Collected data entries
▽
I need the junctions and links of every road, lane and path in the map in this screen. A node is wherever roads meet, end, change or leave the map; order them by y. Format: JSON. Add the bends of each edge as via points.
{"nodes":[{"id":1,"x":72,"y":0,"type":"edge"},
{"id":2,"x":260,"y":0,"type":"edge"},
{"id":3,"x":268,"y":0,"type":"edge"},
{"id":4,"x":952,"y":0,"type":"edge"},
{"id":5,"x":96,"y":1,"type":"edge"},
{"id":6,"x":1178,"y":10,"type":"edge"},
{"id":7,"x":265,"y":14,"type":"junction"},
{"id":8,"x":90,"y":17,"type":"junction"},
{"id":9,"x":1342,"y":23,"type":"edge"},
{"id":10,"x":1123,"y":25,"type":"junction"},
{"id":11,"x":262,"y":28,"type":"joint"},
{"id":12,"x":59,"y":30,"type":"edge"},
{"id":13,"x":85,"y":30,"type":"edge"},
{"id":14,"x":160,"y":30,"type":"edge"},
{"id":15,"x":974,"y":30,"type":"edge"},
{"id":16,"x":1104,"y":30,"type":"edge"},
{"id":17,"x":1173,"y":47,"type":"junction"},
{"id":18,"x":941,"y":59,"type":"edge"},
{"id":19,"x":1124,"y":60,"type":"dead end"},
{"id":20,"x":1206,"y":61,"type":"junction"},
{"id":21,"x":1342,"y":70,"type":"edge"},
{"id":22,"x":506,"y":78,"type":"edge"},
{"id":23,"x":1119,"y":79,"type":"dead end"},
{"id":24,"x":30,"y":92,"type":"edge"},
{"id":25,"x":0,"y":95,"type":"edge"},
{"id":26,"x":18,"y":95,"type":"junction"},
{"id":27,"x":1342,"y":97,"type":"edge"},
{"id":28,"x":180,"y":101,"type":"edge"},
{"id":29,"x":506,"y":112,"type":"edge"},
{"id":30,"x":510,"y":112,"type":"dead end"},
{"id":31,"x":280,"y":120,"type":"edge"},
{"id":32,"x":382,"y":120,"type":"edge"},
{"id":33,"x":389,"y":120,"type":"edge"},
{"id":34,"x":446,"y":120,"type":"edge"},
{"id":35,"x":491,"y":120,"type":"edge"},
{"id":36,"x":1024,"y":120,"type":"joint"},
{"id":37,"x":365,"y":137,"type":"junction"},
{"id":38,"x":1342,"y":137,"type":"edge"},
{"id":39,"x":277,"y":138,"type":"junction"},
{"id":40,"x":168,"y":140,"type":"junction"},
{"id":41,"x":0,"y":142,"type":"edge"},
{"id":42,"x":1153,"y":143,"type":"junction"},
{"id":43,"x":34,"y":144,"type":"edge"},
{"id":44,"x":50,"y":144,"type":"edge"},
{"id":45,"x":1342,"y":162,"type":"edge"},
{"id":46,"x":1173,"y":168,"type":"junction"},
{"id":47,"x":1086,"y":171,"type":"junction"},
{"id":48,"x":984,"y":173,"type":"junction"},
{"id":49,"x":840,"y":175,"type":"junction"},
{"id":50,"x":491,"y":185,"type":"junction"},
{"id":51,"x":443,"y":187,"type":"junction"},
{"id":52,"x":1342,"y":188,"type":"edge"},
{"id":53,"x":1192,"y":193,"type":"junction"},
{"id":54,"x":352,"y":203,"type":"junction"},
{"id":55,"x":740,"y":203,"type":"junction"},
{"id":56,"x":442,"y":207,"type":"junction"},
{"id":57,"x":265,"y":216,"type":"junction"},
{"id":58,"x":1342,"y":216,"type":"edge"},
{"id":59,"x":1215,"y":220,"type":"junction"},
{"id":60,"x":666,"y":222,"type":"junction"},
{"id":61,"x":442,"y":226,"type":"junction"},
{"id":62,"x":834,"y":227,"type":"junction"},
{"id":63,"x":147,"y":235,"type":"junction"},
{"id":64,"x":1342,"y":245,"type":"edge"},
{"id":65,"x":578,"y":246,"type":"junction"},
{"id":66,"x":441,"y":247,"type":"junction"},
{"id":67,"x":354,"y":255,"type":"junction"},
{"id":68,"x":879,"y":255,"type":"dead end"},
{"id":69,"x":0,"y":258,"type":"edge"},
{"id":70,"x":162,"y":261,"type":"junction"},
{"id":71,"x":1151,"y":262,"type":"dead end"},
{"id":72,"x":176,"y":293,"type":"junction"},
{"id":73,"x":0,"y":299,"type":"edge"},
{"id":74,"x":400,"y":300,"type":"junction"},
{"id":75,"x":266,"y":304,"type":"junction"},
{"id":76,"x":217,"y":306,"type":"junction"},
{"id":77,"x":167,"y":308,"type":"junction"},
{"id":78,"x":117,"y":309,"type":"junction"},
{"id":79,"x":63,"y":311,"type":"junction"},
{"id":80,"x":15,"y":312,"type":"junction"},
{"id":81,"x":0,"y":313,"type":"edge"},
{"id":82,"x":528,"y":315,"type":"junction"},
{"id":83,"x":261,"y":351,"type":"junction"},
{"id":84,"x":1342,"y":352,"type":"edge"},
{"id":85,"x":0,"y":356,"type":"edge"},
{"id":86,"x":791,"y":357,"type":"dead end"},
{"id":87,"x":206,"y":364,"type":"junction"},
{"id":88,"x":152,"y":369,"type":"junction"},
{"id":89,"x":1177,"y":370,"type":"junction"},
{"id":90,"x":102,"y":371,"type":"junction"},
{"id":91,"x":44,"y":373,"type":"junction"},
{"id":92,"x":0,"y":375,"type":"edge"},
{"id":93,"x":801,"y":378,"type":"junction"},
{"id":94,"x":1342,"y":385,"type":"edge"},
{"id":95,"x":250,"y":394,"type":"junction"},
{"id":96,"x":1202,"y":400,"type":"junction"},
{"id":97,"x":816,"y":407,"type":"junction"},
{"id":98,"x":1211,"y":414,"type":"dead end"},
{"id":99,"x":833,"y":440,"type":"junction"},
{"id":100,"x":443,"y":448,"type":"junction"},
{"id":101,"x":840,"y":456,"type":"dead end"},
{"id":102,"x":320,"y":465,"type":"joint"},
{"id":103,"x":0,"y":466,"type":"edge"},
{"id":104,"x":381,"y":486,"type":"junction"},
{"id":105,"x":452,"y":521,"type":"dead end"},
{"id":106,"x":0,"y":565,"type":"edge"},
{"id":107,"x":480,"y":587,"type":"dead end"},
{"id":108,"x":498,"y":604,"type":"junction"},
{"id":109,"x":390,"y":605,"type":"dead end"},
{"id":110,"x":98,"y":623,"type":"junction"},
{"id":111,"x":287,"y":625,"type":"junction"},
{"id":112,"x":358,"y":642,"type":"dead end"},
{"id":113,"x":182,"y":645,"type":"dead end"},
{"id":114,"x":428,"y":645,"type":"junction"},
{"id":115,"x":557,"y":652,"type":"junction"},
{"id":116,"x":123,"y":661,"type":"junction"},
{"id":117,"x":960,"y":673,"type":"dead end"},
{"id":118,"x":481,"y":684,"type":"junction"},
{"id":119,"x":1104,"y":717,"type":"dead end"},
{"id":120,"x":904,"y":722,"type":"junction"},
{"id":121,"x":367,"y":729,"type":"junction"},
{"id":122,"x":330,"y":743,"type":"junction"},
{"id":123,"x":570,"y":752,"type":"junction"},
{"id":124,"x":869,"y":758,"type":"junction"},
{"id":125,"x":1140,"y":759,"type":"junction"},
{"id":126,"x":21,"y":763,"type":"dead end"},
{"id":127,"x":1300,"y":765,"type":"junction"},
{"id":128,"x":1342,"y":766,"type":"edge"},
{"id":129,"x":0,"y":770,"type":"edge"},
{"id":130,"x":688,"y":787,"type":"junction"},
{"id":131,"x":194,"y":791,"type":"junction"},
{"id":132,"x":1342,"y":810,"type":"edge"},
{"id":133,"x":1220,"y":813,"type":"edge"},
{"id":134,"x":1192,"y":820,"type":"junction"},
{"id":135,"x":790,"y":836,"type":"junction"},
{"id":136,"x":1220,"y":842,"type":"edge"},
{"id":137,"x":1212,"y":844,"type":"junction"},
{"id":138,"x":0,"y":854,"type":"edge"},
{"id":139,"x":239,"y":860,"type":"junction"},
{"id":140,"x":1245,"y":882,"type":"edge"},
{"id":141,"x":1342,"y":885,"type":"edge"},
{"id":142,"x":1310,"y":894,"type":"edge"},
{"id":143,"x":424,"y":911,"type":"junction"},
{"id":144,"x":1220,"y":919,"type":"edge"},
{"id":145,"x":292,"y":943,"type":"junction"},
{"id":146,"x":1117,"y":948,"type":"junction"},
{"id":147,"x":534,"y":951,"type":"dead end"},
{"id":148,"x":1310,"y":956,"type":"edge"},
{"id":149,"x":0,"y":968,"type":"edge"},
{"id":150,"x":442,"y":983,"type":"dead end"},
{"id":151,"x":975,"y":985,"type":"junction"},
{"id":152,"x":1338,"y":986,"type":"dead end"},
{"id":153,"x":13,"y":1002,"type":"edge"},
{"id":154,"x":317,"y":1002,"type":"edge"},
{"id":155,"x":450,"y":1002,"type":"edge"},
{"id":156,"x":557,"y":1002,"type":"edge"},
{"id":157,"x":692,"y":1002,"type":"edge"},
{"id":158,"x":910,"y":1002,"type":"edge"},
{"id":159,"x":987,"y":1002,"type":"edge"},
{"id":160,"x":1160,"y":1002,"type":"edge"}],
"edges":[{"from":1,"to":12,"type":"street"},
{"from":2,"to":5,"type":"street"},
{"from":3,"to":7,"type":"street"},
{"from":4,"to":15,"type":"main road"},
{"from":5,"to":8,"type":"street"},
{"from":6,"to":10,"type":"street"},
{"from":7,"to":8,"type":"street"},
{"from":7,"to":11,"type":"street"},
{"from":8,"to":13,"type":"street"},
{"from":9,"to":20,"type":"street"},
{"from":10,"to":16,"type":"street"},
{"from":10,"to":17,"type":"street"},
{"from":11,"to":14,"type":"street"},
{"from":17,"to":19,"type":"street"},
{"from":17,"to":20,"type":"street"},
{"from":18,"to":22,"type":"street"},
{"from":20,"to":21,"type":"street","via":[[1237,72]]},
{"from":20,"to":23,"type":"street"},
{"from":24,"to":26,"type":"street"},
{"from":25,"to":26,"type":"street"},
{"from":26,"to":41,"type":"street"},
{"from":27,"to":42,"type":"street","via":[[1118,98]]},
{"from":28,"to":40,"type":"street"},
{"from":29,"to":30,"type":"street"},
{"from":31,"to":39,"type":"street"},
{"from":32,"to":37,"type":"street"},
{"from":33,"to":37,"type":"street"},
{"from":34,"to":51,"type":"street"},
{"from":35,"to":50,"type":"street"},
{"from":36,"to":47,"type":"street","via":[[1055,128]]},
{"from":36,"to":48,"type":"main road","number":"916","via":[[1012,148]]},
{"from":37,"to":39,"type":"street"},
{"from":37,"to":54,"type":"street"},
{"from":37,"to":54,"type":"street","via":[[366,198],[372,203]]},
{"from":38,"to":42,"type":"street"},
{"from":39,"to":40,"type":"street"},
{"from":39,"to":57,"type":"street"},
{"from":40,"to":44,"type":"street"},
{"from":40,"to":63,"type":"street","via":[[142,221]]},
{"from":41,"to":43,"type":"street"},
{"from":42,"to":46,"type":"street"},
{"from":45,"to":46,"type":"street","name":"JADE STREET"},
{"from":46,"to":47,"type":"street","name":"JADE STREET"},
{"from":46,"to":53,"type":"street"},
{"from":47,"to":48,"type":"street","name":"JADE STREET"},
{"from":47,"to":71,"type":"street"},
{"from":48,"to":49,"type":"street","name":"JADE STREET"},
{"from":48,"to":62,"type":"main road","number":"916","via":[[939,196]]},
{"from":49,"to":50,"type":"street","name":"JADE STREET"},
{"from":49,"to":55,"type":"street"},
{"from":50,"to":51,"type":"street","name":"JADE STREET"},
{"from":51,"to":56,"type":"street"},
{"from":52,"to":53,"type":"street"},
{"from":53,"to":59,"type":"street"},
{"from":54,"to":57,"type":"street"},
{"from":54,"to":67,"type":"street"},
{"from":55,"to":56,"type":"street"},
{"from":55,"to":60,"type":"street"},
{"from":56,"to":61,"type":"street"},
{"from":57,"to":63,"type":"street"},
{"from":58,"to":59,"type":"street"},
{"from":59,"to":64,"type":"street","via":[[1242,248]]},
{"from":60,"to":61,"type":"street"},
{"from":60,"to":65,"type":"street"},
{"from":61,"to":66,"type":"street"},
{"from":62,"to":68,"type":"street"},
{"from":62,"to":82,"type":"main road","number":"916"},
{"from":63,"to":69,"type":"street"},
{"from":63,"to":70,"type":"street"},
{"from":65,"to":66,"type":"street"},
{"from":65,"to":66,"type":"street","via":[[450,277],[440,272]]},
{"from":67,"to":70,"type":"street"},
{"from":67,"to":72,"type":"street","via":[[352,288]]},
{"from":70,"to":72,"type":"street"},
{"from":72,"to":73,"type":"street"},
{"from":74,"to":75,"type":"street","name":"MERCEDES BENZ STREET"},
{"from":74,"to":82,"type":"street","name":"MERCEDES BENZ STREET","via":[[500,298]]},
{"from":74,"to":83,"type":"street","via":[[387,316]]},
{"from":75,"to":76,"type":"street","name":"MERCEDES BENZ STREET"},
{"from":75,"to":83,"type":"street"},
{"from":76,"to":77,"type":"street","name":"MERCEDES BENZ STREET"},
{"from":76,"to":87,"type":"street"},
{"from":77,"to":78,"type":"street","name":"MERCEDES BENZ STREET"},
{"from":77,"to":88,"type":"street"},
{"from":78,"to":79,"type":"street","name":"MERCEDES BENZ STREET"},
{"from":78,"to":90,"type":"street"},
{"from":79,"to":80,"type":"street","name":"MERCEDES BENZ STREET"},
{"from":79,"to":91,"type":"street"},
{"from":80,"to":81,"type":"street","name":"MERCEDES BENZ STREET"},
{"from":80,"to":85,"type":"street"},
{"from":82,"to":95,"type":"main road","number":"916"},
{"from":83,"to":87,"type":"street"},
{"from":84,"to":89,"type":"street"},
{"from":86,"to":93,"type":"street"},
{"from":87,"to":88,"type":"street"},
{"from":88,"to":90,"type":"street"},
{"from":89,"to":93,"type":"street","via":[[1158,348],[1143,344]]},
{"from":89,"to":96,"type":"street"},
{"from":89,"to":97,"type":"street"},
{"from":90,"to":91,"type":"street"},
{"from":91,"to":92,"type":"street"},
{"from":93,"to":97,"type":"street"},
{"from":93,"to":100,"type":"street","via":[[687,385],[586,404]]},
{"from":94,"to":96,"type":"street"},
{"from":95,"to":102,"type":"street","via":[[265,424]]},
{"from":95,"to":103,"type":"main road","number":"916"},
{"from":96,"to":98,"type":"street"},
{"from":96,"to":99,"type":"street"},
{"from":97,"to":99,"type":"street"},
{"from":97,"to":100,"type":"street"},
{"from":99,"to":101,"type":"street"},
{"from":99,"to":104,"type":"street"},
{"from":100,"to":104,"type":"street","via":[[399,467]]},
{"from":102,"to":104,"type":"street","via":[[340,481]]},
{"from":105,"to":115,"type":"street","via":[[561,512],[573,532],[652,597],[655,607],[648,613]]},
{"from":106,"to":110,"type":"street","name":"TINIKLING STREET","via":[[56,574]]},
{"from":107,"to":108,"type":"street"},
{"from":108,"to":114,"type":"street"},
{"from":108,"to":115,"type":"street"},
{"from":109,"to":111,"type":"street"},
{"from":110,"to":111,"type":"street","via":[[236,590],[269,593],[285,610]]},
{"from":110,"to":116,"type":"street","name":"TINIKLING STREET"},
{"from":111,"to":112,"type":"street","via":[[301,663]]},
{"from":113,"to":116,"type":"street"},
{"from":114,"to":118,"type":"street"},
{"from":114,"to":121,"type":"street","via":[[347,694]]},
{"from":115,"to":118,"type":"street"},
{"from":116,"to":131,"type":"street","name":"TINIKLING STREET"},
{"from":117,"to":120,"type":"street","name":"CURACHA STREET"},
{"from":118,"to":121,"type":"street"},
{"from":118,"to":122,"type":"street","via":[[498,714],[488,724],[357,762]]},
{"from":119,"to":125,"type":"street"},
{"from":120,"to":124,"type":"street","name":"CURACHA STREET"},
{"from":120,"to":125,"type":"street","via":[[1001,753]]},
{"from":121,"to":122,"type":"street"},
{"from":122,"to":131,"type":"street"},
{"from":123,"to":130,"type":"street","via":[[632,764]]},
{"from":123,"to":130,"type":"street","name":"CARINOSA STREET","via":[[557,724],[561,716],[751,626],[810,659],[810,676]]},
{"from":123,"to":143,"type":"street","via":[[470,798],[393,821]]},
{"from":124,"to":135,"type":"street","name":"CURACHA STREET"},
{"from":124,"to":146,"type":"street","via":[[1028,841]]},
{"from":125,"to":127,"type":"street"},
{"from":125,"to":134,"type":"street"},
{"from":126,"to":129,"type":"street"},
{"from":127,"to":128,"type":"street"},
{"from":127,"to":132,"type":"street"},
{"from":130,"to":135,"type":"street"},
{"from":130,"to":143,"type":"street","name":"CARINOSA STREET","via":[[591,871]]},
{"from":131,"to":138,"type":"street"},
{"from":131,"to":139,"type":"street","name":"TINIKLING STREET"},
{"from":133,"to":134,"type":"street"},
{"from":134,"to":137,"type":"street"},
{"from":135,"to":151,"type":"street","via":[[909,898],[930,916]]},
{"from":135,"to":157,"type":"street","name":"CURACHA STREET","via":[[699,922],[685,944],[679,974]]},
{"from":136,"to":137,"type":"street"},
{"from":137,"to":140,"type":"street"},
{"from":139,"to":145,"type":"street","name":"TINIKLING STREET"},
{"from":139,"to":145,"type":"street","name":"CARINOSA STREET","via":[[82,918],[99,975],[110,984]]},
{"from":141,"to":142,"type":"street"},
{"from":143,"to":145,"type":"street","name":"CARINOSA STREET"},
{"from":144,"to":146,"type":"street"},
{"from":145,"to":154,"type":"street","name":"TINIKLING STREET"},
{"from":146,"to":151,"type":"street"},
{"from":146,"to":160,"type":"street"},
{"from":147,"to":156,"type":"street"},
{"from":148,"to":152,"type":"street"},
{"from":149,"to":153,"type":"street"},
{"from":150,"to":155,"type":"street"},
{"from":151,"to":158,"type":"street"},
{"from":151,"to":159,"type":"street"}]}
△
WHAT YOU NEED TO DO: Among the records above, find the lines that contain "road" and copy every one.

EXERCISE ANSWER:
I need the junctions and links of every road, lane and path in the map in this screen. A node is wherever roads meet, end, change or leave the map; order them by y. Format: JSON. Add the bends of each edge as via points.
{"from":4,"to":15,"type":"main road"},
{"from":36,"to":48,"type":"main road","number":"916","via":[[1012,148]]},
{"from":48,"to":62,"type":"main road","number":"916","via":[[939,196]]},
{"from":62,"to":82,"type":"main road","number":"916"},
{"from":82,"to":95,"type":"main road","number":"916"},
{"from":95,"to":103,"type":"main road","number":"916"},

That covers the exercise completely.